Guitar Player October 1998
By Kyle Swenson

SONGCRAFT: GOO GOO DOLLS

After more than ten years together and five albums, the Goo Goo Dolls finally hit #1 on the Bill board 200 chart with "Iris," from the City of Angels soundtrack. Guitarist/frontman Johnny Rzeznik concocted those five minutes of power-pop fireworks in merely an hour, but his songwriting muse is usually more fickle. The songs on the Dolls' forthcoming Warner Bros. album--tentatively titled Dizzy Up the Girl took between hours and years to come to fruition. "The one thing somebody told me which helped me a lot was, `The A material definitely lies beneath the B material,'" says Rzeznik. "You have to let yourself go and accumulate a lot of crap, and then sift through it to get to the good stuff. You can't rush it. A lot of times I'll pick up the guitar and play, and if a song's not coming, I do something else--clean the house, listen to some music--and come back to writing later. "There is a time for your internal judge to come in and make the call, but you have to free yourself from that in the beginning stages of the creative process.

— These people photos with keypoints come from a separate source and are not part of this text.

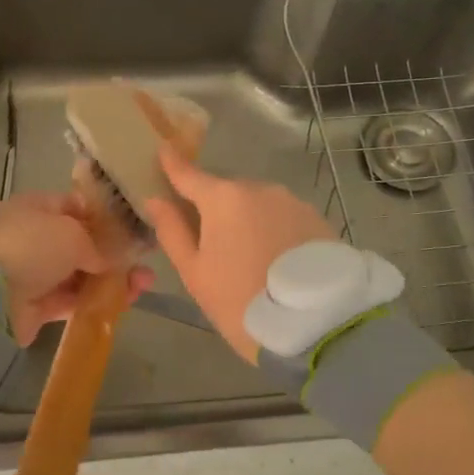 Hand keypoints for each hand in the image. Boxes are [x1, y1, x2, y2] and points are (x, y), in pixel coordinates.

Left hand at [0, 192, 155, 345]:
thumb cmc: (34, 247)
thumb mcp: (72, 233)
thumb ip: (96, 244)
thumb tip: (105, 261)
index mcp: (35, 209)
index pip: (74, 207)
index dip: (103, 217)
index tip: (131, 228)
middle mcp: (34, 238)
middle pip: (80, 244)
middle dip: (113, 253)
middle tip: (144, 260)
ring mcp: (34, 273)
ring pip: (80, 275)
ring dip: (111, 280)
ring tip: (145, 284)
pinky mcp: (36, 306)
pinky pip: (73, 300)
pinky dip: (96, 301)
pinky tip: (125, 302)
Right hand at [143, 149, 336, 362]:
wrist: (314, 325)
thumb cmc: (240, 301)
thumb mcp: (195, 273)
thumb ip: (172, 231)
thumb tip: (155, 200)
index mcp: (224, 198)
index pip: (189, 174)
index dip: (173, 164)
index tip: (163, 149)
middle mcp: (260, 189)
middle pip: (226, 192)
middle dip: (215, 207)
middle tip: (211, 242)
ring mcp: (293, 202)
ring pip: (258, 204)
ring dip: (248, 219)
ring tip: (249, 257)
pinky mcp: (318, 219)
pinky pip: (284, 217)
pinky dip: (274, 230)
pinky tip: (275, 259) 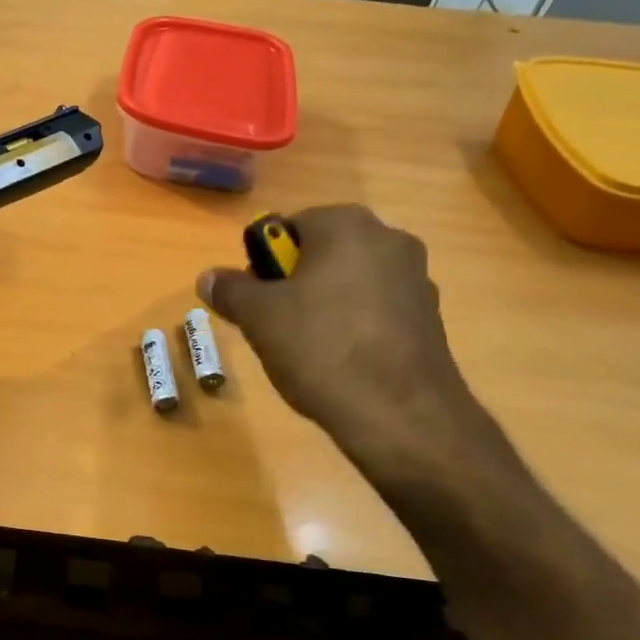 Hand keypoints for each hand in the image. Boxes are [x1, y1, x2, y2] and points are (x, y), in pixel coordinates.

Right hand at [198, 205, 481, 481]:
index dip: (263, 261)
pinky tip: (340, 362)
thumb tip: (208, 277)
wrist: (400, 414)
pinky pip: (376, 309)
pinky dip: (354, 325)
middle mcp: (389, 239)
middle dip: (294, 282)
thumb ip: (231, 290)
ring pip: (350, 281)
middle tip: (273, 323)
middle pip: (323, 252)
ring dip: (324, 304)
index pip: (290, 226)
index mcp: (347, 225)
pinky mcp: (430, 317)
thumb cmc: (321, 348)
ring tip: (306, 348)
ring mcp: (416, 278)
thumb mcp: (258, 318)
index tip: (254, 298)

I've often stifled myself because I was trying to bash the music into shape instead of letting it lead. When I shut off the judge in my head, music usually comes quite easily. "That kind of self-censorship may be a holdover from music lessons. Teachers can put so many rules and restrictions on kids when they're learning how to play that it ultimately squelches their creativity. I don't mean to say that lessons are inherently bad. You should take a few lessons to learn how to get around. But as soon as you understand the building blocks of music, it's up to you to decide how you're going to put them together. "For me, music is not so much about technical skills as it is about staying in touch with my emotions and feelings. I was never into technique for its own sake. Every time I heard someone play a technique-driven solo, I just wanted to throw them a fish."